→ **WORK INSTRUCTIONS**
Each entry should be copied as it stands, leaving the pictures behind.

====== EXTRACTED ENTRIES

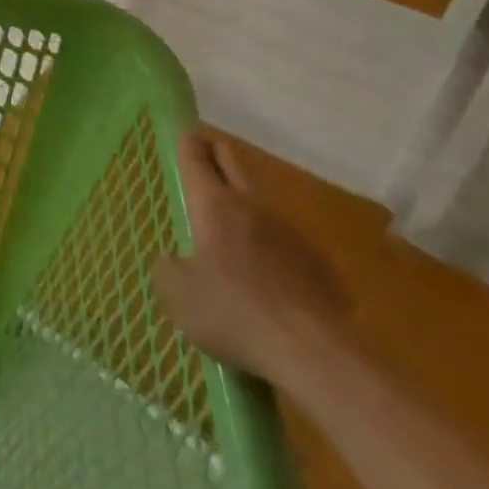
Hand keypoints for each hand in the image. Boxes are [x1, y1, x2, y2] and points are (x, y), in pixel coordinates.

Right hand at [151, 131, 350, 383]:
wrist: (318, 356)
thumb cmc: (235, 314)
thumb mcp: (176, 295)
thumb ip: (167, 269)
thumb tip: (174, 263)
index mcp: (215, 205)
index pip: (196, 157)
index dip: (188, 142)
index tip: (184, 133)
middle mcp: (254, 207)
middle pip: (234, 163)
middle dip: (217, 153)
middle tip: (205, 154)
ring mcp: (292, 234)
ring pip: (262, 203)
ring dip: (246, 204)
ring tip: (231, 226)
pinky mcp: (321, 266)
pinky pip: (287, 243)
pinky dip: (272, 248)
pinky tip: (268, 278)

============

→ **ANSWER BOX**
Hand keypoints for each hand in the image. Boxes are [x1, y1, x2, y2] and points are (x, y), in pixel coordinates.

Right hand at [151, 131, 350, 383]:
wrist: (318, 356)
thumb cmc: (235, 314)
thumb mcp: (176, 295)
thumb ip: (167, 269)
thumb tip: (174, 263)
index mcp: (215, 205)
index pip: (196, 157)
index dip: (188, 142)
index tip: (184, 133)
middle mcp: (254, 207)
middle pip: (234, 163)
middle dip: (217, 153)
middle tip: (205, 154)
ring mcp: (292, 234)
ring pip: (262, 203)
ring dip: (246, 204)
ring tip: (231, 226)
pinky mcp: (321, 266)
pinky pip: (287, 243)
pinky dip: (272, 248)
pinky tip: (268, 278)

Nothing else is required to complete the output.